The input —
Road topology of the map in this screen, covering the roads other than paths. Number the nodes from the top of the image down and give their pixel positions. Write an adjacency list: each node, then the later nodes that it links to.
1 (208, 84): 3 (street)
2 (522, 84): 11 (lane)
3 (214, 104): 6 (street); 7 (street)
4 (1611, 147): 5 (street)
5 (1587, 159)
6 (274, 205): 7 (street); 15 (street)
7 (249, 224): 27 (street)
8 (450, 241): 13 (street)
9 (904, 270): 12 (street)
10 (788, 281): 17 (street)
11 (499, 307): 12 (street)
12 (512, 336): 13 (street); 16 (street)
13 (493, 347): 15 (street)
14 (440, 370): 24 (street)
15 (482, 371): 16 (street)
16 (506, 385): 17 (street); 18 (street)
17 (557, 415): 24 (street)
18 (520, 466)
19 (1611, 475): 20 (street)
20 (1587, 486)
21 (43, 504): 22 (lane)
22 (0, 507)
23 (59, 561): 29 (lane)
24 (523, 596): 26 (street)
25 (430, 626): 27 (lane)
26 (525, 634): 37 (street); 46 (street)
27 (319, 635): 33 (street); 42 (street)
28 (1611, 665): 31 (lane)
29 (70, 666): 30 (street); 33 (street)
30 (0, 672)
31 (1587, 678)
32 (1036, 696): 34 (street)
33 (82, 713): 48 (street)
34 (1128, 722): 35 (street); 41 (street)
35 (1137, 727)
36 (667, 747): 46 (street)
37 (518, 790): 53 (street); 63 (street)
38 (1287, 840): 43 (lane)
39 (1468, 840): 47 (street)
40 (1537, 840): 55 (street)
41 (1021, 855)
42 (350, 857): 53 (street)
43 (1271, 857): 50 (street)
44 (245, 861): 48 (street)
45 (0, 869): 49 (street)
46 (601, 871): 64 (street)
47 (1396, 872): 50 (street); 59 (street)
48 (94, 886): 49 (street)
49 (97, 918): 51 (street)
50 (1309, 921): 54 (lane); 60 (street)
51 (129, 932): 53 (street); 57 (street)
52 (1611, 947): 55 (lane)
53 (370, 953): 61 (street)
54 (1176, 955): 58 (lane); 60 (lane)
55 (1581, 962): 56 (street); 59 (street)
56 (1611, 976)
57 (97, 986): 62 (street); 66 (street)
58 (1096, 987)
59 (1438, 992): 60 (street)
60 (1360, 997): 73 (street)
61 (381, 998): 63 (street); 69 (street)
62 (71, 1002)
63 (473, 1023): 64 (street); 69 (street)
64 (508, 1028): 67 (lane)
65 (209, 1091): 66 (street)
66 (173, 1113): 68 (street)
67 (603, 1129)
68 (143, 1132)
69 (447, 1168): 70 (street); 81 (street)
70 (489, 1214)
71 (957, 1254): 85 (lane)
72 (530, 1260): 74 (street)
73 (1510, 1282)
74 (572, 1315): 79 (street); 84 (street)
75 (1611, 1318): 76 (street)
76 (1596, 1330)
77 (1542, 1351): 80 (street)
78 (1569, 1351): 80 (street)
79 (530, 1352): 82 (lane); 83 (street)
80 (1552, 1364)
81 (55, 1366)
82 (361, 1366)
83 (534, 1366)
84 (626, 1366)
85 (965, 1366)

Task description —
To complete this exercise, set down every line above exactly once more.

Answer to the exercise —
Road topology of the map in this screen, covering the roads other than paths. Number the nodes from the top of the image down and give their pixel positions. Write an adjacency list: each node, then the later nodes that it links to.
1 (208, 84): 3 (street)
2 (522, 84): 11 (lane)
3 (214, 104): 6 (street); 7 (street)
4 (1611, 147): 5 (street)
5 (1587, 159)
6 (274, 205): 7 (street); 15 (street)
7 (249, 224): 27 (street)
8 (450, 241): 13 (street)
9 (904, 270): 12 (street)
10 (788, 281): 17 (street)
11 (499, 307): 12 (street)
12 (512, 336): 13 (street); 16 (street)
13 (493, 347): 15 (street)
14 (440, 370): 24 (street)
15 (482, 371): 16 (street)
16 (506, 385): 17 (street); 18 (street)
17 (557, 415): 24 (street)
18 (520, 466)
19 (1611, 475): 20 (street)
20 (1587, 486)
21 (43, 504): 22 (lane)
22 (0, 507)
23 (59, 561): 29 (lane)
24 (523, 596): 26 (street)
25 (430, 626): 27 (lane)
26 (525, 634): 37 (street); 46 (street)
27 (319, 635): 33 (street); 42 (street)
28 (1611, 665): 31 (lane)
29 (70, 666): 30 (street); 33 (street)
30 (0, 672)
31 (1587, 678)
32 (1036, 696): 34 (street)
33 (82, 713): 48 (street)
34 (1128, 722): 35 (street); 41 (street)
35 (1137, 727)
36 (667, 747): 46 (street)
37 (518, 790): 53 (street); 63 (street)
38 (1287, 840): 43 (lane)
39 (1468, 840): 47 (street)
40 (1537, 840): 55 (street)
41 (1021, 855)
42 (350, 857): 53 (street)
43 (1271, 857): 50 (street)
44 (245, 861): 48 (street)
45 (0, 869): 49 (street)
46 (601, 871): 64 (street)
47 (1396, 872): 50 (street); 59 (street)
48 (94, 886): 49 (street)
49 (97, 918): 51 (street)
50 (1309, 921): 54 (lane); 60 (street)
51 (129, 932): 53 (street); 57 (street)
52 (1611, 947): 55 (lane)
53 (370, 953): 61 (street)
54 (1176, 955): 58 (lane); 60 (lane)
55 (1581, 962): 56 (street); 59 (street)
56 (1611, 976)
57 (97, 986): 62 (street); 66 (street)
58 (1096, 987)
59 (1438, 992): 60 (street)
60 (1360, 997): 73 (street)
61 (381, 998): 63 (street); 69 (street)
62 (71, 1002)
63 (473, 1023): 64 (street); 69 (street)
64 (508, 1028): 67 (lane)
65 (209, 1091): 66 (street)
66 (173, 1113): 68 (street)
67 (603, 1129)
68 (143, 1132)
69 (447, 1168): 70 (street); 81 (street)
70 (489, 1214)
71 (957, 1254): 85 (lane)
72 (530, 1260): 74 (street)
73 (1510, 1282)
74 (572, 1315): 79 (street); 84 (street)
75 (1611, 1318): 76 (street)
76 (1596, 1330)
77 (1542, 1351): 80 (street)
78 (1569, 1351): 80 (street)
79 (530, 1352): 82 (lane); 83 (street)
80 (1552, 1364)
81 (55, 1366)
82 (361, 1366)
83 (534, 1366)
84 (626, 1366)
85 (965, 1366)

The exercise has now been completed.